▶ **Task details**:
Once the pictures are set aside, reproduce the remaining data exactly.

▶ **Source data**:
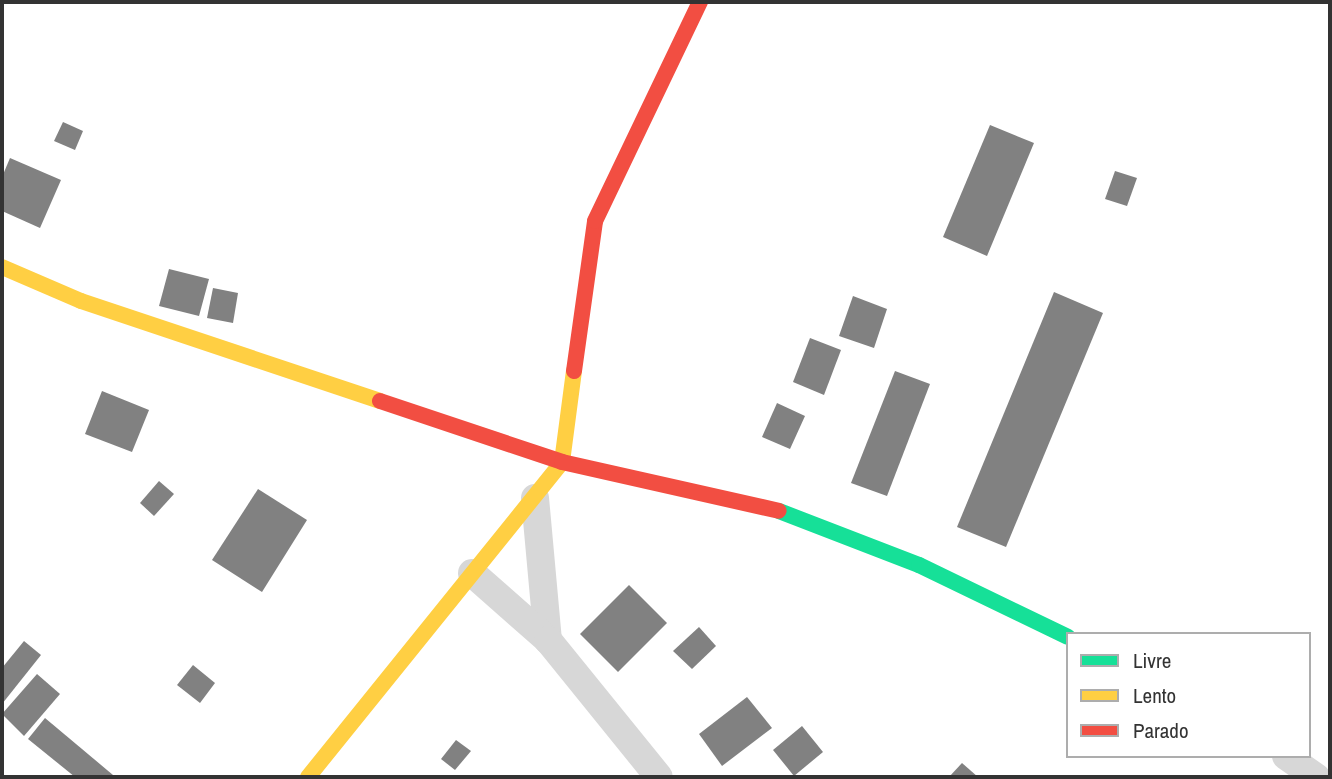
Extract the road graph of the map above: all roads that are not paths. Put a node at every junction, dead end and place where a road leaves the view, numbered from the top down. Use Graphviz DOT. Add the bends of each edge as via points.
graph roads {
  1 [pos="700,2"];
  2 [pos="2,267"];
  3 [pos="562,462"];
  4 [pos="535,498"];
  5 [pos="472,573"];
  6 [pos="1066,636"];
  7 [pos="548,640"];
  8 [pos="1289,758"];
  9 [pos="308,777"];
  10 [pos="659,777"];
  11 [pos="1316,777"];
  1 -- 3 [label="street" via="595,221"];
  2 -- 3 [label="street" via="81,301"];
  3 -- 4 [label="street"];
  3 -- 6 [label="street" via="773,509 919,565"];
  4 -- 5 [label="street"];
  4 -- 7 [label="street"];
  5 -- 7 [label="street"];
  5 -- 9 [label="street"];
  7 -- 10 [label="street"];
  8 -- 11 [label="street"];
}
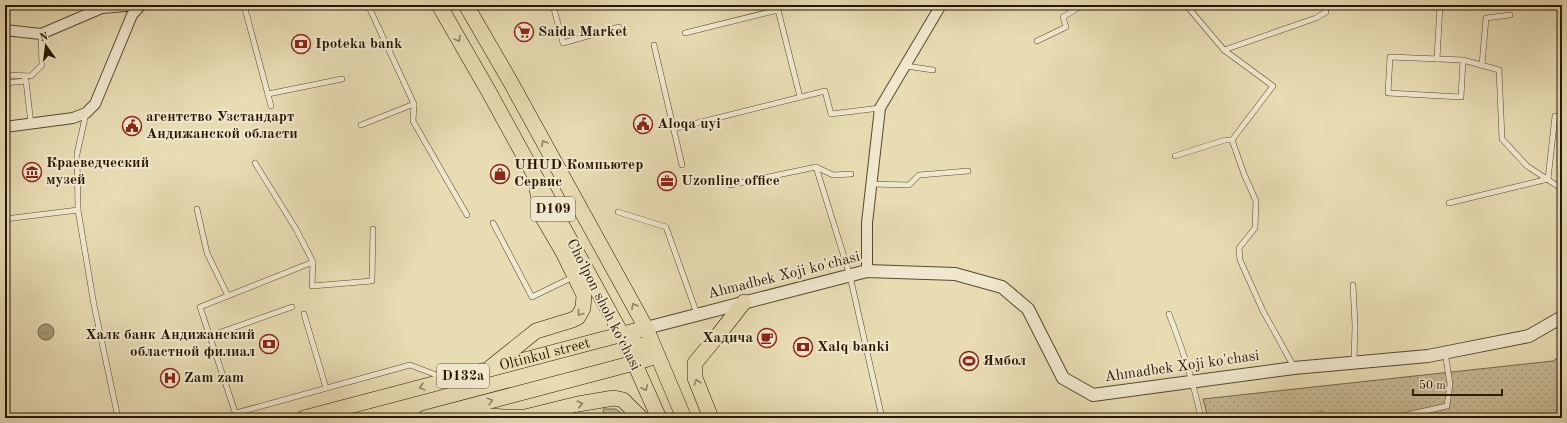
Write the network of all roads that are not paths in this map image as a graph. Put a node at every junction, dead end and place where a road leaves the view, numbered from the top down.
1 (137, 5) edge
2 (141, 5) edge
3 (244, 5) edge
4 (368, 5) edge
5 (439, 5) edge
6 (466, 5) edge
7 (553, 5) edge
8 (941, 5) edge
9 (1083, 5) edge
10 (1186, 5) edge
11 (1325, 5) edge
12 (1440, 5) edge
13 (1510, 15) dead end
14 (619, 27) dead end
15 (5, 30) edge
16 (685, 33) dead end
17 (41, 34) junction
18 (1037, 41) dead end
19 (654, 45) dead end
20 (1224, 50) junction
21 (1437, 59) junction
22 (1463, 60) junction
23 (1482, 65) junction
24 (906, 66) junction
25 (933, 70) dead end
26 (5, 75) edge
27 (25, 78) junction
28 (342, 79) dead end
29 (5, 83) edge
30 (268, 94) junction
31 (800, 97) junction
32 (414, 104) junction
33 (271, 106) dead end
34 (880, 108) junction
35 (86, 113) junction
36 (1556, 116) dead end
37 (30, 124) junction
38 (361, 125) dead end
39 (5, 127) edge
40 (673, 129) junction
41 (1232, 140) junction
42 (1176, 156) dead end
43 (255, 164) dead end
44 (682, 165) dead end
45 (816, 167) junction
46 (968, 171) dead end
47 (852, 174) dead end
48 (534, 175) junction
49 (1548, 179) junction
50 (872, 184) junction
51 (730, 185) dead end
52 (1562, 189) edge
53 (1449, 203) dead end
54 (197, 209) dead end
55 (78, 210) junction
56 (618, 212) dead end
57 (467, 216) dead end
58 (5, 219) edge
59 (493, 223) dead end
60 (373, 229) dead end
61 (313, 262) junction
62 (867, 271) junction
63 (850, 276) junction
64 (578, 281) junction
65 (1353, 285) dead end
66 (228, 296) junction
67 (744, 302) junction
68 (292, 307) dead end
69 (304, 314) dead end
70 (697, 314) junction
71 (1168, 314) dead end
72 (1562, 317) edge
73 (646, 328) junction
74 (622, 335) junction
75 (210, 336) junction
76 (640, 345) junction
77 (1445, 352) junction
78 (657, 356) junction
79 (1354, 362) junction
80 (634, 363) junction
81 (1294, 368) junction
82 (488, 370) junction
83 (449, 380) junction
84 (1193, 381) junction
85 (326, 388) junction
86 (445, 413) junction
87 (236, 416) edge
88 (118, 418) edge
89 (304, 418) edge
90 (425, 418) edge
91 (641, 418) edge
92 (659, 418) edge
93 (684, 418) edge
94 (711, 418) edge
95 (882, 418) edge
96 (1201, 418) edge
97 (1312, 418) edge
98 (1322, 418) edge
99 (1393, 418) edge

1 - 17 street
2 - 35 street
3 - 30 lane
4 - 32 lane
5 -> 48 main road, Choʻlpon shoh koʻchasi / D109
73 -> 6 main road, Choʻlpon shoh koʻchasi / D109
7 - 14 lane
8 - 24 street
9 - 18 lane
10 - 20 lane
11 - 20 lane
12 - 21 lane
13 - 23 lane
15 - 17 street
16 - 31 lane
17 - 27 lane
19 - 40 lane
20 - 41 lane
21 - 22 lane
21 - 22 lane
22 - 23 lane
23 - 49 lane
24 - 25 lane
24 - 34 street
26 - 27 lane
27 - 29 lane
27 - 37 lane
28 - 30 lane
30 - 33 lane
31 - 34 lane
31 - 40 lane
32 - 38 lane
32 - 57 lane
34 - 50 street
35 - 37 street
35 - 55 lane
36 - 49 lane
37 - 39 street
40 - 44 lane
41 - 42 lane
41 - 81 lane
43 - 61 lane
45 - 47 lane
45 - 51 lane
45 - 63 lane
46 - 50 lane
48 - 64 main road
48 - 74 main road, Choʻlpon shoh koʻchasi / D109
49 - 52 lane
49 - 53 lane
50 - 62 street
54 - 66 lane
55 - 58 lane
55 - 88 lane
56 - 70 lane
59 - 64 lane
60 - 61 lane
61 - 66 lane
62 - 63 street, Ahmadbek Xoji ko'chasi
62 - 84 street, Ahmadbek Xoji ko'chasi
63 - 67 street, Ahmadbek Xoji ko'chasi
63 - 95 lane
64 -> 82 main road
65 - 79 lane
66 - 75 lane
67 - 70 street, Ahmadbek Xoji ko'chasi
94 -> 67 main road
68 - 75 lane
69 - 85 lane
70 - 73 street, Ahmadbek Xoji ko'chasi
71 - 84 lane
72 - 77 street, Ahmadbek Xoji ko'chasi
73 - 74 main road, Oltinkul street
73 - 76 main road
73 - 78 main road, Choʻlpon shoh koʻchasi / D109
74 - 76 main road
74 - 80 main road, Choʻlpon shoh koʻchasi / D109
74 - 82 main road, Oltinkul street / D132a
75 - 87 lane
76 - 78 main road
76 - 80 main road
77 - 79 street, Ahmadbek Xoji ko'chasi
77 - 99 lane
78 - 80 main road, Oltinkul street
78 - 93 main road, Choʻlpon shoh koʻchasi / D109
79 - 81 street, Ahmadbek Xoji ko'chasi
86 -> 80 main road, Oltinkul street / D132a
80 -> 92 main road, Choʻlpon shoh koʻchasi / D109
81 - 84 street, Ahmadbek Xoji ko'chasi
82 - 83 main road, Oltinkul street / D132a
83 - 85 lane
83 -> 89 main road, Oltinkul street / D132a
84 - 96 lane
85 - 87 lane
86 - 90 main road, Oltinkul street / D132a
86 -> 91 main road
97 - 98 lane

▶ **Solution below**:
Extract the road graph of the map above: all roads that are not paths. Put a node at every junction, dead end and place where a road leaves the view, numbered from the top down. Use Graphviz DOT. Add the bends of each edge as via points.
graph roads {
  1 [pos="700,2"];
  2 [pos="2,267"];
  3 [pos="562,462"];
  4 [pos="535,498"];
  5 [pos="472,573"];
  6 [pos="1066,636"];
  7 [pos="548,640"];
  8 [pos="1289,758"];
  9 [pos="308,777"];
  10 [pos="659,777"];
  11 [pos="1316,777"];
  1 -- 3 [label="street" via="595,221"];
  2 -- 3 [label="street" via="81,301"];
  3 -- 4 [label="street"];
  3 -- 6 [label="street" via="773,509 919,565"];
  4 -- 5 [label="street"];
  4 -- 7 [label="street"];
  5 -- 7 [label="street"];
  5 -- 9 [label="street"];
  7 -- 10 [label="street"];
  8 -- 11 [label="street"];
}
Write the network of all roads that are not paths in this map image as a graph. Put a node at every junction, dead end and place where a road leaves the view, numbered from the top down.
1 (137, 5) edge
2 (141, 5) edge
3 (244, 5) edge
4 (368, 5) edge
5 (439, 5) edge
6 (466, 5) edge
7 (553, 5) edge
8 (941, 5) edge
9 (1083, 5) edge
10 (1186, 5) edge
11 (1325, 5) edge
12 (1440, 5) edge
13 (1510, 15) dead end
14 (619, 27) dead end
15 (5, 30) edge
16 (685, 33) dead end
17 (41, 34) junction
18 (1037, 41) dead end
19 (654, 45) dead end
20 (1224, 50) junction
21 (1437, 59) junction
22 (1463, 60) junction
23 (1482, 65) junction
24 (906, 66) junction
25 (933, 70) dead end
26 (5, 75) edge
27 (25, 78) junction
28 (342, 79) dead end
29 (5, 83) edge
30 (268, 94) junction
31 (800, 97) junction
32 (414, 104) junction
33 (271, 106) dead end
34 (880, 108) junction
35 (86, 113) junction
36 (1556, 116) dead end
37 (30, 124) junction
38 (361, 125) dead end
39 (5, 127) edge
40 (673, 129) junction
41 (1232, 140) junction
42 (1176, 156) dead end
43 (255, 164) dead end
44 (682, 165) dead end
45 (816, 167) junction
46 (968, 171) dead end
47 (852, 174) dead end
48 (534, 175) junction
49 (1548, 179) junction
50 (872, 184) junction
51 (730, 185) dead end
52 (1562, 189) edge
53 (1449, 203) dead end
54 (197, 209) dead end
55 (78, 210) junction
56 (618, 212) dead end
57 (467, 216) dead end
58 (5, 219) edge
59 (493, 223) dead end
60 (373, 229) dead end
61 (313, 262) junction
62 (867, 271) junction
63 (850, 276) junction
64 (578, 281) junction
65 (1353, 285) dead end
66 (228, 296) junction
67 (744, 302) junction
68 (292, 307) dead end
69 (304, 314) dead end
70 (697, 314) junction
71 (1168, 314) dead end
72 (1562, 317) edge
73 (646, 328) junction
74 (622, 335) junction
75 (210, 336) junction
76 (640, 345) junction
77 (1445, 352) junction
78 (657, 356) junction
79 (1354, 362) junction
80 (634, 363) junction
81 (1294, 368) junction
82 (488, 370) junction
83 (449, 380) junction
84 (1193, 381) junction
85 (326, 388) junction
86 (445, 413) junction
87 (236, 416) edge
88 (118, 418) edge
89 (304, 418) edge
90 (425, 418) edge
91 (641, 418) edge
92 (659, 418) edge
93 (684, 418) edge
94 (711, 418) edge
95 (882, 418) edge
96 (1201, 418) edge
97 (1312, 418) edge
98 (1322, 418) edge
99 (1393, 418) edge

1 - 17 street
2 - 35 street
3 - 30 lane
4 - 32 lane
5 -> 48 main road, Choʻlpon shoh koʻchasi / D109
73 -> 6 main road, Choʻlpon shoh koʻchasi / D109
7 - 14 lane
8 - 24 street
9 - 18 lane
10 - 20 lane
11 - 20 lane
12 - 21 lane
13 - 23 lane
15 - 17 street
16 - 31 lane
17 - 27 lane
19 - 40 lane
20 - 41 lane
21 - 22 lane
21 - 22 lane
22 - 23 lane
23 - 49 lane
24 - 25 lane
24 - 34 street
26 - 27 lane
27 - 29 lane
27 - 37 lane
28 - 30 lane
30 - 33 lane
31 - 34 lane
31 - 40 lane
32 - 38 lane
32 - 57 lane
34 - 50 street
35 - 37 street
35 - 55 lane
36 - 49 lane
37 - 39 street
40 - 44 lane
41 - 42 lane
41 - 81 lane
43 - 61 lane
45 - 47 lane
45 - 51 lane
45 - 63 lane
46 - 50 lane
48 - 64 main road
48 - 74 main road, Choʻlpon shoh koʻchasi / D109
49 - 52 lane
49 - 53 lane
50 - 62 street
54 - 66 lane
55 - 58 lane
55 - 88 lane
56 - 70 lane
59 - 64 lane
60 - 61 lane
61 - 66 lane
62 - 63 street, Ahmadbek Xoji ko'chasi
62 - 84 street, Ahmadbek Xoji ko'chasi
63 - 67 street, Ahmadbek Xoji ko'chasi
63 - 95 lane
64 -> 82 main road
65 - 79 lane
66 - 75 lane
67 - 70 street, Ahmadbek Xoji ko'chasi
94 -> 67 main road
68 - 75 lane
69 - 85 lane
70 - 73 street, Ahmadbek Xoji ko'chasi
71 - 84 lane
72 - 77 street, Ahmadbek Xoji ko'chasi
73 - 74 main road, Oltinkul street
73 - 76 main road
73 - 78 main road, Choʻlpon shoh koʻchasi / D109
74 - 76 main road
74 - 80 main road, Choʻlpon shoh koʻchasi / D109
74 - 82 main road, Oltinkul street / D132a
75 - 87 lane
76 - 78 main road
76 - 80 main road
77 - 79 street, Ahmadbek Xoji ko'chasi
77 - 99 lane
78 - 80 main road, Oltinkul street
78 - 93 main road, Choʻlpon shoh koʻchasi / D109
79 - 81 street, Ahmadbek Xoji ko'chasi
86 -> 80 main road, Oltinkul street / D132a
80 -> 92 main road, Choʻlpon shoh koʻchasi / D109
81 - 84 street, Ahmadbek Xoji ko'chasi
82 - 83 main road, Oltinkul street / D132a
83 - 85 lane
83 -> 89 main road, Oltinkul street / D132a
84 - 96 lane
85 - 87 lane
86 - 90 main road, Oltinkul street / D132a
86 -> 91 main road
97 - 98 lane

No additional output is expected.